WhatsApp on Thursday offered a glimpse of its plans for turning on the money spigot, releasing new documents that describe the company’s privacy policy and the terms of service that users must agree to follow. The documents are the first revision of those policies since 2012, before Facebook acquired WhatsApp.

One change follows through on previous hints by WhatsApp executives, who have said they’re exploring ways for businesses to communicate with customers on WhatsApp. That could include using WhatsApp to provide receipts, confirm a reservation or update the status of a delivery.

Companies could also send marketing offers or messages about sales to individual customers, according to the new documents, which note that users will be able to control or block such messages. WhatsApp says it will continue to bar traditional display ads from its service.

“We do not want you to have a spammy experience,” the company tells users in a summary of the new policies.

Another change is potentially more controversial: WhatsApp says it will begin “coordinating” accounts with Facebook by sharing WhatsApp users’ mobile phone numbers and device information, such as the type of operating system and other smartphone characteristics. The company says Facebook will employ the phone number internally to better identify WhatsApp users on Facebook, so it can make friend suggestions or show targeted advertising.

The ads would come through a Facebook program called “Custom Audiences,” which lets a business upload lists of customers and phone numbers or other contact information the business has collected from warranty cards or other sources. Facebook matches the list to users with the same information and shows them ads. Facebook says it doesn’t give out users’ information to advertisers.

WhatsApp phone numbers are valuable to Facebook. While the social network already has many phone numbers, it doesn’t require users to provide them, and doesn’t always have the most current number for everyone on Facebook. But anyone on WhatsApp must provide a current phone number because that’s how WhatsApp knows where to deliver messages.

The coordination of accounts may draw fire from privacy advocates. WhatsApp has long promised not to employ user data for advertising. Its acquisition by Facebook two years ago sparked complaints from activists who worried the new owner would start mining WhatsApp accounts. Though both companies pledged WhatsApp would operate separately from its parent, the Federal Trade Commission warned them publicly, in a 2014 letter, against changing how they employ WhatsApp user data without users’ consent.

WhatsApp says current users have up to 30 days to accept the new policy terms or stop using the service. Once they accept, they have 30 more days to opt out of sharing with Facebook.

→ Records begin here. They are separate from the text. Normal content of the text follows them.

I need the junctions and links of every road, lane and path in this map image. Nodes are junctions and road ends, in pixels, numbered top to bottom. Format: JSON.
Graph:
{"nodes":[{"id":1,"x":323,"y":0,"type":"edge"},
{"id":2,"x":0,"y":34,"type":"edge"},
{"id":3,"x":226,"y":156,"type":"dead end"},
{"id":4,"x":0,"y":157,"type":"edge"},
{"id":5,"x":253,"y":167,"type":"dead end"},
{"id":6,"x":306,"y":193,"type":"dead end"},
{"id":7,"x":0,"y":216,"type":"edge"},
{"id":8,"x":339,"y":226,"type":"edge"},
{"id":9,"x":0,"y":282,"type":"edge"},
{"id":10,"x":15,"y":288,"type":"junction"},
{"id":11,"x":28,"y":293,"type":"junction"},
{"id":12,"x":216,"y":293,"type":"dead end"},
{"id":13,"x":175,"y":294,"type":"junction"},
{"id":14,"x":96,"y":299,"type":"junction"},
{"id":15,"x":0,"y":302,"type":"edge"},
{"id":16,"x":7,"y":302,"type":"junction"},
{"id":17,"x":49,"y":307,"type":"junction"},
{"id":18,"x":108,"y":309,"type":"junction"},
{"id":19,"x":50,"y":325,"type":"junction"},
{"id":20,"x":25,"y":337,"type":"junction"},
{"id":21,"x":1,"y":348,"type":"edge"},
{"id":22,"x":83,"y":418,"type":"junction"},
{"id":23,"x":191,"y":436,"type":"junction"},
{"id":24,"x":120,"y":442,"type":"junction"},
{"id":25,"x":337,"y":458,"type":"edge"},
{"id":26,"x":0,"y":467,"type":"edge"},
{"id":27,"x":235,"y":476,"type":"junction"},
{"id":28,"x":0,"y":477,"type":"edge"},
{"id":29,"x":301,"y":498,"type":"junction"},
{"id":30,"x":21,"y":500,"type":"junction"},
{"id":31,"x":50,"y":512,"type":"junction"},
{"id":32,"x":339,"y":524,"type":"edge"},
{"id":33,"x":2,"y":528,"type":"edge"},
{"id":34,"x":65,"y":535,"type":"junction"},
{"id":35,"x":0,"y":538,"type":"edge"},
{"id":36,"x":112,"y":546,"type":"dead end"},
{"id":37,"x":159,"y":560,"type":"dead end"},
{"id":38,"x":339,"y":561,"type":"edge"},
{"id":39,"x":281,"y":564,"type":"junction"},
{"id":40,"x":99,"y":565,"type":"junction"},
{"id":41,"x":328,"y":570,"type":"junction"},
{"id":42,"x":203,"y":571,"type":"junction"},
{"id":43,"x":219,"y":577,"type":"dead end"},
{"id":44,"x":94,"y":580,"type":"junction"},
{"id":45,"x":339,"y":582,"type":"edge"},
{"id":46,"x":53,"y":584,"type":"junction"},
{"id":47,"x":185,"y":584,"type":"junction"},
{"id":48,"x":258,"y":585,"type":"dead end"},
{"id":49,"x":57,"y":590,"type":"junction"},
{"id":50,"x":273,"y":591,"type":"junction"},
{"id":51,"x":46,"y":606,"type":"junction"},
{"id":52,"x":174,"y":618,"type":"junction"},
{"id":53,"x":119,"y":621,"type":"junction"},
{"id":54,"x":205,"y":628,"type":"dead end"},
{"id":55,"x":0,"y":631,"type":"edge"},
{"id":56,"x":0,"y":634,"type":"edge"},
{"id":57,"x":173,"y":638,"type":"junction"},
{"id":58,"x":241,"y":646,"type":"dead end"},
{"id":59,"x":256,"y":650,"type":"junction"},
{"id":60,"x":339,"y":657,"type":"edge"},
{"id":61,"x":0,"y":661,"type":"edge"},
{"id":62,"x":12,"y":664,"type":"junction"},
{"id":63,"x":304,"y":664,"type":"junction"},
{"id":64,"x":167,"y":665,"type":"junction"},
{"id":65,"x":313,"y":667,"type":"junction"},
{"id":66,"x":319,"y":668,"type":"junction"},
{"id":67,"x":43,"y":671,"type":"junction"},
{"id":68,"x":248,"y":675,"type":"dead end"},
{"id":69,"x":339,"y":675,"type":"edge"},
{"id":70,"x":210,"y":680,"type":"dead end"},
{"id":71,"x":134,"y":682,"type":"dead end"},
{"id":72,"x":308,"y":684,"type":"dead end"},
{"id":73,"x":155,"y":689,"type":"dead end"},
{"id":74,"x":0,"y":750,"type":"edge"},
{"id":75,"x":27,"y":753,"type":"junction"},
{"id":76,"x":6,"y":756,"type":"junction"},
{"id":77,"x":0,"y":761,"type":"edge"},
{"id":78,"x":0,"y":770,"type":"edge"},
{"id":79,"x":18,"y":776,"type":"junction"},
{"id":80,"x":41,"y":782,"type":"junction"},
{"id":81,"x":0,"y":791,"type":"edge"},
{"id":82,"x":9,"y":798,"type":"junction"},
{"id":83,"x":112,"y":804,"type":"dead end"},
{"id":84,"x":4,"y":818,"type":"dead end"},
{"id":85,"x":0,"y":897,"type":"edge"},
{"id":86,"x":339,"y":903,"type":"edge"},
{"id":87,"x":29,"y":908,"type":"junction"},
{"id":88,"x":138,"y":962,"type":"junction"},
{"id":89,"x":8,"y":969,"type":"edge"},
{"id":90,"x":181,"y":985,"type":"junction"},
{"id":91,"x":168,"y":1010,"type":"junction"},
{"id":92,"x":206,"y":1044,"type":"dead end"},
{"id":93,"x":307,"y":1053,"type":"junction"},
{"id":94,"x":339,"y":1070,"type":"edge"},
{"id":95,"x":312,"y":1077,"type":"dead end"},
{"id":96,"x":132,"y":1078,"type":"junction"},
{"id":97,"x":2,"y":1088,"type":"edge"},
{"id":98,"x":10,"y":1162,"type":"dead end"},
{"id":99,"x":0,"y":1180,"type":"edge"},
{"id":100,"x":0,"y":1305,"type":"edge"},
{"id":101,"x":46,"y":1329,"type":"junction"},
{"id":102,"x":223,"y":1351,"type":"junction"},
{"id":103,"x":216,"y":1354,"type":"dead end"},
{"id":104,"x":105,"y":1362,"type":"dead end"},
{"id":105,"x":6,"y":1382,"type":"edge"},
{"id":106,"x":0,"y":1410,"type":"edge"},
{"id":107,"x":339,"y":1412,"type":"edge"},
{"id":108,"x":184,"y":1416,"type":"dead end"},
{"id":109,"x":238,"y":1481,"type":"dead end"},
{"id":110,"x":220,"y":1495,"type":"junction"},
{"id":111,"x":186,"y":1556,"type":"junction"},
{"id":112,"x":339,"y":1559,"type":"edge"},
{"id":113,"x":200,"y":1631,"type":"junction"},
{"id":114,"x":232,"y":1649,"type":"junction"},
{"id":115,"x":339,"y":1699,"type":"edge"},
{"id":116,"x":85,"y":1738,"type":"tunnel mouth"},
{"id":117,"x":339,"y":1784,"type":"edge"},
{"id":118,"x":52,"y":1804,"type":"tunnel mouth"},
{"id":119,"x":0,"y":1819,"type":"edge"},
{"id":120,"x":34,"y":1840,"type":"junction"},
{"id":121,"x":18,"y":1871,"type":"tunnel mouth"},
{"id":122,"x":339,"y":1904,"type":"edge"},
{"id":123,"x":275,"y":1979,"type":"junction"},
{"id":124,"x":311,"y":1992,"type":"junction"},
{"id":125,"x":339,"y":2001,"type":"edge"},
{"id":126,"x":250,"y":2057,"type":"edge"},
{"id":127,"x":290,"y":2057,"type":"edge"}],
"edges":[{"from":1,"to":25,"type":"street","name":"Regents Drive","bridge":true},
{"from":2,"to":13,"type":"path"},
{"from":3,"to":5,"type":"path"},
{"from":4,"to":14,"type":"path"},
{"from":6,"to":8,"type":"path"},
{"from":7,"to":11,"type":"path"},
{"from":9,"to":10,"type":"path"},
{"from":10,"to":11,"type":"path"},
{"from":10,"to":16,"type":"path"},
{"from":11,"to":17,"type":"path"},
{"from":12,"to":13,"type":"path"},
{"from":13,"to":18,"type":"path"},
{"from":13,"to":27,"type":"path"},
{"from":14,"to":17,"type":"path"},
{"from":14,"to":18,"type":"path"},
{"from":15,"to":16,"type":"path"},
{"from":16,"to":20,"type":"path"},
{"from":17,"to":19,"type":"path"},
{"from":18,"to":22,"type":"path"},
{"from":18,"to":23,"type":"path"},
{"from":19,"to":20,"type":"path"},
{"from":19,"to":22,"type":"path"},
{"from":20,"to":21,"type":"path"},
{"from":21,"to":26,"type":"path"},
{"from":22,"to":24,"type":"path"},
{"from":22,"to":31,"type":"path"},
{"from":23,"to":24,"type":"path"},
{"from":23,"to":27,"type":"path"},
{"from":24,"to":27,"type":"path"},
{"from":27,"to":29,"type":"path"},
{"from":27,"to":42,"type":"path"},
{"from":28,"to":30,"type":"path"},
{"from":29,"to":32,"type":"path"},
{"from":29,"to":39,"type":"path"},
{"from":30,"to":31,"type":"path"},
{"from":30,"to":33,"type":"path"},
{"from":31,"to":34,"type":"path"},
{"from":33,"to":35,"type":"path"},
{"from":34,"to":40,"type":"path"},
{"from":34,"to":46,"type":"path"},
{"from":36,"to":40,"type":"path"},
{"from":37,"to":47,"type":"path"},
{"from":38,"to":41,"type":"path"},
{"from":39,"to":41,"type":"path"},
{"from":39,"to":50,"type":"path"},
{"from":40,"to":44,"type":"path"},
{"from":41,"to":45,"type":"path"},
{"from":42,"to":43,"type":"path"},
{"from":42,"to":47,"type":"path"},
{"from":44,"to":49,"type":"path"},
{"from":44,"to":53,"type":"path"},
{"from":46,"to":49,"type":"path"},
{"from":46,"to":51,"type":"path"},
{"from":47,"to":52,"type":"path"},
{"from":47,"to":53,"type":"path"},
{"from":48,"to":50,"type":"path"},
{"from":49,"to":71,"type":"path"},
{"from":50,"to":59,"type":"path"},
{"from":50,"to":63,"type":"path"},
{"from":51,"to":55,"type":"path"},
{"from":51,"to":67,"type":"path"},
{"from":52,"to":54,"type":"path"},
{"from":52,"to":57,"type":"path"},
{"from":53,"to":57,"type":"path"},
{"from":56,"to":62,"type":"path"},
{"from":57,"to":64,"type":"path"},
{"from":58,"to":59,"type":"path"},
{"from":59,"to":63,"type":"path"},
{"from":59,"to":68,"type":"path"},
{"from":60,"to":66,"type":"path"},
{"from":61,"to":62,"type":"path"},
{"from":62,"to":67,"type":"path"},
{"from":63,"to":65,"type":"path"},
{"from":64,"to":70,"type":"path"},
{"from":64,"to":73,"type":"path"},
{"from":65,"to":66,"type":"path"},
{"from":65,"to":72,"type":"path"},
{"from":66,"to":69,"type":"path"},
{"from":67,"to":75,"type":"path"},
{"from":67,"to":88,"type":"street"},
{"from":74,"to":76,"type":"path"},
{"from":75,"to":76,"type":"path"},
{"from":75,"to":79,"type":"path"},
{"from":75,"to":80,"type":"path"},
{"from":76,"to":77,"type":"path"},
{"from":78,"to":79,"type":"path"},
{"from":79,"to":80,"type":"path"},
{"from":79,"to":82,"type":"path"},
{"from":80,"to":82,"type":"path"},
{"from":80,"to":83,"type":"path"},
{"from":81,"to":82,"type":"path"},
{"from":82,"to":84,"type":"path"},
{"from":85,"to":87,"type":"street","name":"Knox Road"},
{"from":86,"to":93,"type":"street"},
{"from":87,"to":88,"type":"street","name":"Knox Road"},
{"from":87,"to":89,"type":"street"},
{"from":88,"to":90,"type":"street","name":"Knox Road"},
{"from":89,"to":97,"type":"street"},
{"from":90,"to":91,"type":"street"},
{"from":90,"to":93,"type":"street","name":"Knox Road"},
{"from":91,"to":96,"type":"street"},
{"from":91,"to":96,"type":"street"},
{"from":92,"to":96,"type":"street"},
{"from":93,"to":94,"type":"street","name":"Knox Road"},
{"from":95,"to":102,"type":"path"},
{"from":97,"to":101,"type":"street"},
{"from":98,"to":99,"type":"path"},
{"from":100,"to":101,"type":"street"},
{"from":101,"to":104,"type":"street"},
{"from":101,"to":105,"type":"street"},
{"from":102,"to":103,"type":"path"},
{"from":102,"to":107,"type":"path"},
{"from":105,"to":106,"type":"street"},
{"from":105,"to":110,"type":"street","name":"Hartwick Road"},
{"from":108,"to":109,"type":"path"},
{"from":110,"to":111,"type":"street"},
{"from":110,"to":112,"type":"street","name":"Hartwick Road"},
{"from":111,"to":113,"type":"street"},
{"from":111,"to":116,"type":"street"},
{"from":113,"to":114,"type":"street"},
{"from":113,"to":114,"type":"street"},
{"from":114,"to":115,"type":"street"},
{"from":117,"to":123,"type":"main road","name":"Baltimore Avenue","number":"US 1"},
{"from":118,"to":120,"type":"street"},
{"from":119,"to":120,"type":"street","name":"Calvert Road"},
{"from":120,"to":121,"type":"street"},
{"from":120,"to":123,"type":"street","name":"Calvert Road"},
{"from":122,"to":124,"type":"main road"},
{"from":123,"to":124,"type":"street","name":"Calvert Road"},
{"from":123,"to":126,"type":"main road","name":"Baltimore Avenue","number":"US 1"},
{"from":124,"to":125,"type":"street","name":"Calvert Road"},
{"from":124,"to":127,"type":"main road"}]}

Privacy groups have praised WhatsApp for building powerful encryption into its services, making it impossible for the company or anyone else to read users’ messages. WhatsApp promises that encryption will remain, so neither WhatsApp nor Facebook would be able to use message content for advertising purposes.

But privacy activists also criticized the 30-day window to opt out.

“Very few people opt out, it should be an informed opt in,” Chester said. “No data should be used unless people are informed honestly about how it’s going to be used.”